In the grips of an uncertainty itself enacting the African-American response to Faulkner’s work he describes in the third chapter of Faulkner, Mississippi, Edouard Glissant and three friends wander north into Mississippi in search of Rowan Oak and the South “to estimate [Faulkner’s fiction’s] worth, as we saw it” (7). “Our ambivalence was prolonged by wandering,” he writes, “a strange roving yet to come. When we finally reached Oxford, we were not able to find Rowan Oak. We drove in circles. [. . .] Our ambivalence turned to panic as the day wore on. It was as though we had to pass a test before we could reach Rowan Oak” (9). From the “‘deferred revelation’” that results once they arrive at Rowan Oak with its “imposing but neglected” air, Glissant sees a further enactment, this time of the “source of [Faulkner’s] technique”: “an accumulating mystery and a whirling vertigo—gathering momentum rather than being resolved, through deferral and disclosure—and centered in a place to which [Faulkner] felt a need to give meaning” (9).
Glissant’s book makes a strong case for reading Faulkner’s technique digeneticly. Against Western conceptions of Genesis, concentrated ideally as those conceptions are by a fundamental ordering and control of nature by culture (Caribbean Discourse 72-73), Glissant upholds digenesis, from which originates every composite culture “whose component parts are multiplied ad infinitum” (Faulkner, Mississippi 195).

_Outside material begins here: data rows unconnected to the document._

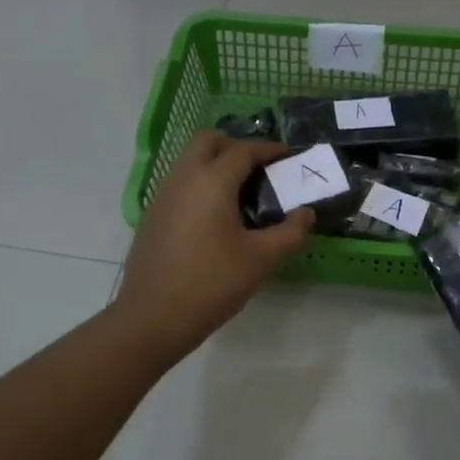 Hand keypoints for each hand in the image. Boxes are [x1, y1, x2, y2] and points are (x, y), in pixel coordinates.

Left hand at [113, 132, 312, 362]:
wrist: (153, 317)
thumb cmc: (212, 283)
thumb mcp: (261, 259)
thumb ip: (290, 232)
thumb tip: (307, 214)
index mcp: (211, 182)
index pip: (243, 150)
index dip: (269, 149)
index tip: (289, 155)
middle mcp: (183, 178)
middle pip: (208, 142)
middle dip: (236, 147)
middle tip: (261, 169)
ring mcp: (162, 196)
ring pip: (190, 161)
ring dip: (216, 165)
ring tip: (243, 194)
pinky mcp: (153, 217)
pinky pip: (180, 184)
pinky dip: (201, 184)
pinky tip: (217, 218) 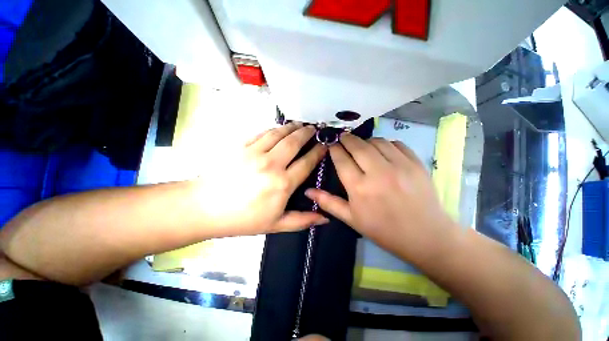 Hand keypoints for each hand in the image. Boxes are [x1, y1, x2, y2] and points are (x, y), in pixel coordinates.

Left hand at [195, 122, 328, 235]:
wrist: (205, 208)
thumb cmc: (243, 219)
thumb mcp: (276, 225)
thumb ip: (303, 220)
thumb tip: (325, 218)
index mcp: (282, 184)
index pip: (306, 163)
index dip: (317, 152)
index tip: (324, 145)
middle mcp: (271, 165)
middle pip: (294, 142)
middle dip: (307, 133)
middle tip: (314, 128)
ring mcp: (255, 153)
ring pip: (278, 134)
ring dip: (291, 127)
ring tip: (300, 124)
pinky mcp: (240, 146)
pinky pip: (261, 133)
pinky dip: (273, 129)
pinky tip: (278, 129)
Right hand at [305, 134, 457, 263]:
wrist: (425, 236)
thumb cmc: (383, 229)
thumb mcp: (351, 218)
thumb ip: (328, 202)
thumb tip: (308, 191)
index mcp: (359, 188)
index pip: (341, 159)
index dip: (334, 149)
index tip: (331, 144)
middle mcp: (377, 172)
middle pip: (357, 145)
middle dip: (347, 139)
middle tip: (343, 138)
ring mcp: (399, 165)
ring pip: (376, 141)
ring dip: (365, 141)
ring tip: (362, 146)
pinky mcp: (415, 163)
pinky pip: (396, 143)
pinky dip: (385, 143)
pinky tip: (382, 150) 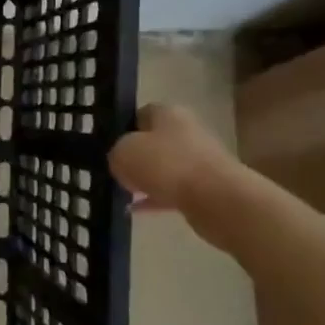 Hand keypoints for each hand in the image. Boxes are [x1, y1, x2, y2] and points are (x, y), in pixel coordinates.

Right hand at [107, 103, 244, 244]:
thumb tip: (122, 162)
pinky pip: (173, 190)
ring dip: (146, 179)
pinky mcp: (207, 188)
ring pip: (164, 168)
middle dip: (136, 157)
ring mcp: (199, 160)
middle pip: (154, 141)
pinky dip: (156, 199)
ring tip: (124, 193)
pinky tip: (135, 210)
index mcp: (168, 113)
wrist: (216, 198)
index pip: (140, 113)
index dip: (123, 128)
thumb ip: (116, 154)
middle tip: (115, 171)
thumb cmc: (165, 165)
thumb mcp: (122, 153)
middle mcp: (187, 131)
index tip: (109, 146) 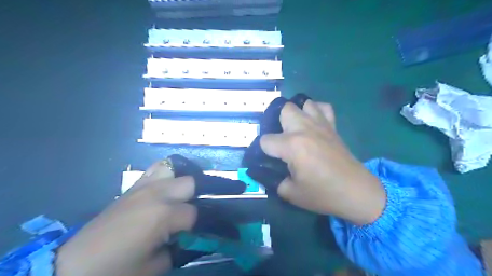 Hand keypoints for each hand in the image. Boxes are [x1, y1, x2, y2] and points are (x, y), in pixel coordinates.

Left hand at [56, 160, 196, 275]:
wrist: (77, 264)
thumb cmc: (119, 268)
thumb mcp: (156, 266)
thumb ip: (180, 248)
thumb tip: (190, 236)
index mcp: (164, 214)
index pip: (194, 212)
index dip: (193, 225)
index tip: (187, 234)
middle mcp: (158, 193)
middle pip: (190, 183)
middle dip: (193, 198)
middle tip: (185, 214)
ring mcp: (145, 187)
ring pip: (174, 170)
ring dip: (179, 184)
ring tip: (176, 198)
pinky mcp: (134, 187)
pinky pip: (155, 170)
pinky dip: (164, 176)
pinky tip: (162, 189)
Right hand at [259, 100, 385, 224]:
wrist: (356, 192)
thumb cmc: (323, 194)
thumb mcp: (290, 193)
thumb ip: (273, 180)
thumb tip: (266, 172)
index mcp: (292, 145)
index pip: (265, 140)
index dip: (263, 150)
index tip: (269, 159)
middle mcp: (304, 129)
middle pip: (283, 110)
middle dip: (277, 124)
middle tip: (281, 141)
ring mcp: (320, 124)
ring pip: (303, 104)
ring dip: (296, 114)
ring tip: (296, 129)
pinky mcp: (332, 126)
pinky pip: (323, 107)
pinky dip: (316, 111)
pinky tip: (313, 123) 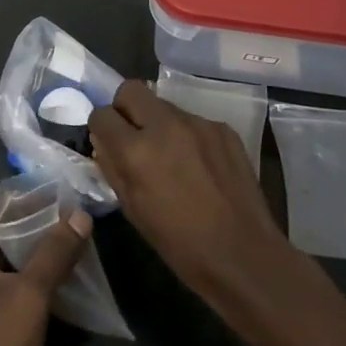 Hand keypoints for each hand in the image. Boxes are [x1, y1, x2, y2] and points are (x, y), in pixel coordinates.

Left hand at [0, 197, 90, 345]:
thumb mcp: (32, 295)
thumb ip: (55, 252)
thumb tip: (79, 216)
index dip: (22, 201)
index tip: (55, 196)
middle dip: (26, 227)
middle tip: (64, 220)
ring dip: (22, 255)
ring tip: (60, 247)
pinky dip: (13, 280)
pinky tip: (44, 284)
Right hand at [89, 81, 301, 322]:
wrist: (244, 256)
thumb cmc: (180, 243)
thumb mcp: (133, 210)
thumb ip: (113, 168)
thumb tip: (104, 144)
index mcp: (137, 150)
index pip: (102, 114)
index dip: (101, 128)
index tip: (108, 143)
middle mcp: (165, 125)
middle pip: (131, 90)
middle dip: (126, 109)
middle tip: (134, 138)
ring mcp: (198, 123)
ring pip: (164, 106)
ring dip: (158, 124)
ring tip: (171, 157)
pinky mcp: (223, 129)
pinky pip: (193, 122)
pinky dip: (187, 136)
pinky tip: (199, 166) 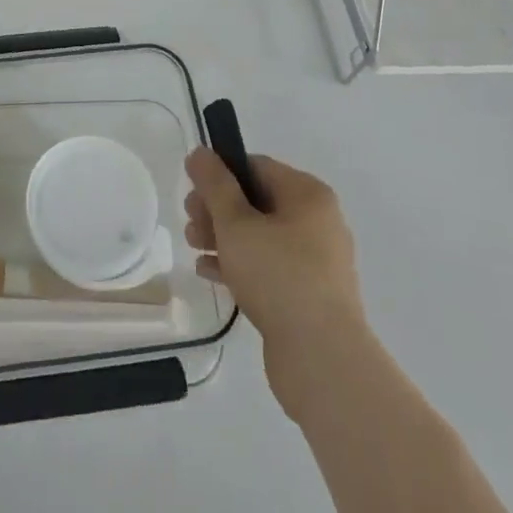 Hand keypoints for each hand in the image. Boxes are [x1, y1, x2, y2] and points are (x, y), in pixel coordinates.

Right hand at [184, 149, 368, 417]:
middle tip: (189, 223)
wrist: (323, 360)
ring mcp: (317, 262)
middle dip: (218, 210)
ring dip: (224, 238)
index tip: (192, 192)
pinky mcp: (310, 296)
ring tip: (194, 248)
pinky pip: (270, 267)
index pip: (257, 167)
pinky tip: (210, 273)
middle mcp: (319, 222)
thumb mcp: (236, 223)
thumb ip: (214, 185)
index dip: (220, 175)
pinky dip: (241, 265)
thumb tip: (201, 153)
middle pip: (257, 202)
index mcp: (308, 195)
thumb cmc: (278, 276)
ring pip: (261, 237)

In Faulkner’s aesthetic of deferral, in his poetics of the list, as well as in his circularity and repetition, Glissant sees Faulkner enacting the digenesis (“the calamity of bloodlines” in the case of Absalom, Absalom! ) at the root of his technical mastery, which undermines the certainties of linear narratives, expands time into infinity and Yoknapatawpha into a totality, invests his characters with suspension of being, and attests to the impossibility of establishing foundations (112, 140, 195-207).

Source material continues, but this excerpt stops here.